Double assassinat de Bastia-Poretta : le principal accusé reconnaît les faits mais conteste la bande organisée
Lundi 4 mai, le procès en appel du double assassinat de Bastia-Poretta s'est ouvert à Aix-en-Provence devant la cour d'assises spéciale des Bouches-du-Rhône. Dans une atmosphère étonnamment calme, les accusés ont pu se saluer et s'embrasser, sans intervention des hommes cagoulés présents dans la salle. Le banc des parties civiles, comme souvent dans les affaires de grand banditisme corse, était quasi-vide.
La présidente de la cour, d'un ton presque enjoué, a déclaré le procès ouvert, lançant les débats d'un marathon judiciaire qui doit s'achever début juillet. Cette affaire concerne l'exécution de Jean-Luc Codaccioni et Antoine Quilichini, le 5 décembre 2017, sur le parvis de l'aéroport de Bastia-Poretta. Une vendetta menée par des fils des barons de la Brise de Mer, le plus puissant clan criminel de l'île depuis l'après-guerre.
Le principal accusé, fils d'un baron de la Brise de Mer, a immédiatement reconnu sa culpabilité dans les deux meurtres. Il a déclaré : « Je suis responsable des faits, mais pas en bande organisée. » Il a ensuite longuement évoqué ses huit dernières années de détention, revenant sur les conditions de son incarcération et son parcours carcéral.
Ce procès en appel contraste fortement avec celui de première instance, tenu en 2024, qui s'était déroulé dans une ambiance électrique et s'était achevé dans une salle quasi-vide. Les principaux accusés avaient alors refusé de comparaître et récusé leurs avocats, se retrouvant sans défense pour protester contre le calendrier des audiences.

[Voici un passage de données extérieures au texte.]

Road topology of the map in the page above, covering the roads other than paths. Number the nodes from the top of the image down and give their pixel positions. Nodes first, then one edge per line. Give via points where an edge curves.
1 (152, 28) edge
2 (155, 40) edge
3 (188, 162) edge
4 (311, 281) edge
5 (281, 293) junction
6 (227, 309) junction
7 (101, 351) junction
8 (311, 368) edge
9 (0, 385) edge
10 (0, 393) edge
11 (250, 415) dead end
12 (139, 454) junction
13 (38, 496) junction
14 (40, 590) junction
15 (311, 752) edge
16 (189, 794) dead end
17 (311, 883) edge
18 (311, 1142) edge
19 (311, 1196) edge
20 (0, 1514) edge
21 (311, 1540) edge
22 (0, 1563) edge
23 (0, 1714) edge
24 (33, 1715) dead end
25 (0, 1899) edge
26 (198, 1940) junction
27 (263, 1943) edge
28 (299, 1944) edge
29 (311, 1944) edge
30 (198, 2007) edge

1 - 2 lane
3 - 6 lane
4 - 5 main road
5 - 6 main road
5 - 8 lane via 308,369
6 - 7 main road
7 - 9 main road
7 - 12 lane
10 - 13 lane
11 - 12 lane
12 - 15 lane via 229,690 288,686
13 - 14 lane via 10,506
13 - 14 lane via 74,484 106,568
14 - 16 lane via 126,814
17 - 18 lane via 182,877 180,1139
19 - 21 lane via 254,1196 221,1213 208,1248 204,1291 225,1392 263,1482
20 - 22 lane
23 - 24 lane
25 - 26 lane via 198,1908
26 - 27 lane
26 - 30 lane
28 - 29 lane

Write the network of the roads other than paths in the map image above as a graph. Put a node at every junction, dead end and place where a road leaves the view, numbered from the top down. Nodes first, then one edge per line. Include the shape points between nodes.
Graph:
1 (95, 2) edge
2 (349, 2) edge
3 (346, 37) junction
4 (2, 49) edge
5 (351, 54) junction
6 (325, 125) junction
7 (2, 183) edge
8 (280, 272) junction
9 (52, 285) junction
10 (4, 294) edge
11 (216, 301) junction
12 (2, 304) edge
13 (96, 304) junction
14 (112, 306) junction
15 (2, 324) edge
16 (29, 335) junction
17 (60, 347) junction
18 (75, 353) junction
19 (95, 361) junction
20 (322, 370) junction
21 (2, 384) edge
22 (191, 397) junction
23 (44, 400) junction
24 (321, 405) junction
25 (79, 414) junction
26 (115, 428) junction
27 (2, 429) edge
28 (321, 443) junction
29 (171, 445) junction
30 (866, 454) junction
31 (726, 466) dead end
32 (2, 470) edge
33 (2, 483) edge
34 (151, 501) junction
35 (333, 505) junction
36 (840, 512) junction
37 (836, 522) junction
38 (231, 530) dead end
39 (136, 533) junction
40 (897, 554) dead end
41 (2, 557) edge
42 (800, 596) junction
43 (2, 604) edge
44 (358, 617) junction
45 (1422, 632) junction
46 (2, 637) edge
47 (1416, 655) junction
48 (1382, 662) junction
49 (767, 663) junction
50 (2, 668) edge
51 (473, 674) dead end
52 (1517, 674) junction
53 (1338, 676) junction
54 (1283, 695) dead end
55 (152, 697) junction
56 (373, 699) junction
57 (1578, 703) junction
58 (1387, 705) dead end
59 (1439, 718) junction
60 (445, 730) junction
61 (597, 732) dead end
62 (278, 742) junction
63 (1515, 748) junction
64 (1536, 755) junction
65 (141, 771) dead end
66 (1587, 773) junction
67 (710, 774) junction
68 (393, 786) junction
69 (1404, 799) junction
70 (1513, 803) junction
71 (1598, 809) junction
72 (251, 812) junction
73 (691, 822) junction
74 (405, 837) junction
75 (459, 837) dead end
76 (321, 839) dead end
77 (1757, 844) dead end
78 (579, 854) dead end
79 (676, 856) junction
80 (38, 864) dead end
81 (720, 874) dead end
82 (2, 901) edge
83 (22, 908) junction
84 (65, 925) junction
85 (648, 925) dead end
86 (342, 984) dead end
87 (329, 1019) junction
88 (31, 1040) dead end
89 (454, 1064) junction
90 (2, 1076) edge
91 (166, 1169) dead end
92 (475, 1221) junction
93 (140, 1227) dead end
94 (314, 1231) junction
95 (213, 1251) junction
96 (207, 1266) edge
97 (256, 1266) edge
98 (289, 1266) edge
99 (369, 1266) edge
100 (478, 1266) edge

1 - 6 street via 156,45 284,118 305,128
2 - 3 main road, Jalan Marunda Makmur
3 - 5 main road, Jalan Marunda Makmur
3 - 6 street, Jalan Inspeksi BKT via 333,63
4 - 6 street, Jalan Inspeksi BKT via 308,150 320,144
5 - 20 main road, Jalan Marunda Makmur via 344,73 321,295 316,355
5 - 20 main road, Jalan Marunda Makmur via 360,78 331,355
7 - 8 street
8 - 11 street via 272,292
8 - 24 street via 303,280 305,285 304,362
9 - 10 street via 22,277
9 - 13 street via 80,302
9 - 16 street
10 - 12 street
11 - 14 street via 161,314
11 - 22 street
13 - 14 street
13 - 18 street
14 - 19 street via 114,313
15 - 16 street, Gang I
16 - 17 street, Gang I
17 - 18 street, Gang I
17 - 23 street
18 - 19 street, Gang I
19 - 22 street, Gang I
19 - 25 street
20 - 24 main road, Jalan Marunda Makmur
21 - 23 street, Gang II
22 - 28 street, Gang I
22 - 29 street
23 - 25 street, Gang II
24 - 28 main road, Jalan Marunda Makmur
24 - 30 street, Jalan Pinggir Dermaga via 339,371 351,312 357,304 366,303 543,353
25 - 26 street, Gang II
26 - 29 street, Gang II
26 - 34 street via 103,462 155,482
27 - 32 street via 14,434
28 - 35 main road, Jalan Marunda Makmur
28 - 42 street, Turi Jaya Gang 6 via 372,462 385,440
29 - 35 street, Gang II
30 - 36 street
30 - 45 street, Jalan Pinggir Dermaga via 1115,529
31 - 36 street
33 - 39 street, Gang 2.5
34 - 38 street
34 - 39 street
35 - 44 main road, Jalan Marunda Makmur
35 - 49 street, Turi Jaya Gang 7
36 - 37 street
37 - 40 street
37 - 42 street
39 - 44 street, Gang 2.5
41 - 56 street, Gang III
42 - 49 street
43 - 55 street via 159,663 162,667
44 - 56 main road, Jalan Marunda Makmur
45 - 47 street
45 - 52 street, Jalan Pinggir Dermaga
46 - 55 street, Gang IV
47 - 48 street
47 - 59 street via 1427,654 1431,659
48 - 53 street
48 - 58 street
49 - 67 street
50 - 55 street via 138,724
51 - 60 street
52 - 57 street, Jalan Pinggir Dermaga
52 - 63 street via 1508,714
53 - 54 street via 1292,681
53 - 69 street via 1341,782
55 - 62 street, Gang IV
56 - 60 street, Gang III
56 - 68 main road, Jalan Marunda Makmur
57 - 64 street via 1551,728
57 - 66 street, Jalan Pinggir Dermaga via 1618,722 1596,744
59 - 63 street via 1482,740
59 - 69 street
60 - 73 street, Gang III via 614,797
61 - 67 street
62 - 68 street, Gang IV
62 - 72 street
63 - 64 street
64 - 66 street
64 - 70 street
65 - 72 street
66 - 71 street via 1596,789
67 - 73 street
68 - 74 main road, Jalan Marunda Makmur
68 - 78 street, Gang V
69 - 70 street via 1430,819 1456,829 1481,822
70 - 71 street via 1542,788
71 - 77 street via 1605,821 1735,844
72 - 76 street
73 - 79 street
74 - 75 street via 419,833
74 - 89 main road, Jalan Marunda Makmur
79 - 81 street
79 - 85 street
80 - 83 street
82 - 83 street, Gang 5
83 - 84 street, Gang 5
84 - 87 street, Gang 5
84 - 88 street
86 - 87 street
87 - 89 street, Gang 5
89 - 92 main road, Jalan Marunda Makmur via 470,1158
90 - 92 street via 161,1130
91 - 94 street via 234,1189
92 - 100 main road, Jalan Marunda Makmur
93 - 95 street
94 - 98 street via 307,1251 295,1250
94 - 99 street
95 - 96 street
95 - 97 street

L'enjeu de ce nouveau procès est de taille : il s'agit de juger à nouveau les responsables de ce double assassinat qui avait choqué la Corse et la France entière. La qualification en bande organisée, contestée par l'accusé, est un élément clé des débats. Si elle est retenue, elle alourdit considérablement les peines encourues.
Les parties civiles, bien que peu nombreuses, attendent des réponses et une reconnaissance des faits. La famille des victimes espère que la justice sera rendue, après des années de procédure et de silence.
Le procès doit se poursuivre pendant plusieurs semaines, avec l'audition de nombreux témoins et experts. La cour d'assises spéciale, composée de magistrats professionnels, devra se prononcer sur la culpabilité de chacun des accusés et sur les circonstances exactes du double meurtre.
Cette affaire, symbole de la violence du grand banditisme corse, continue de hanter l'île. La Brise de Mer, bien que décapitée par les arrestations et les condamnations, reste une référence dans l'histoire criminelle de la Corse. Le procès en appel de Bastia-Poretta est l'occasion de faire la lumière sur l'un de ses épisodes les plus sanglants.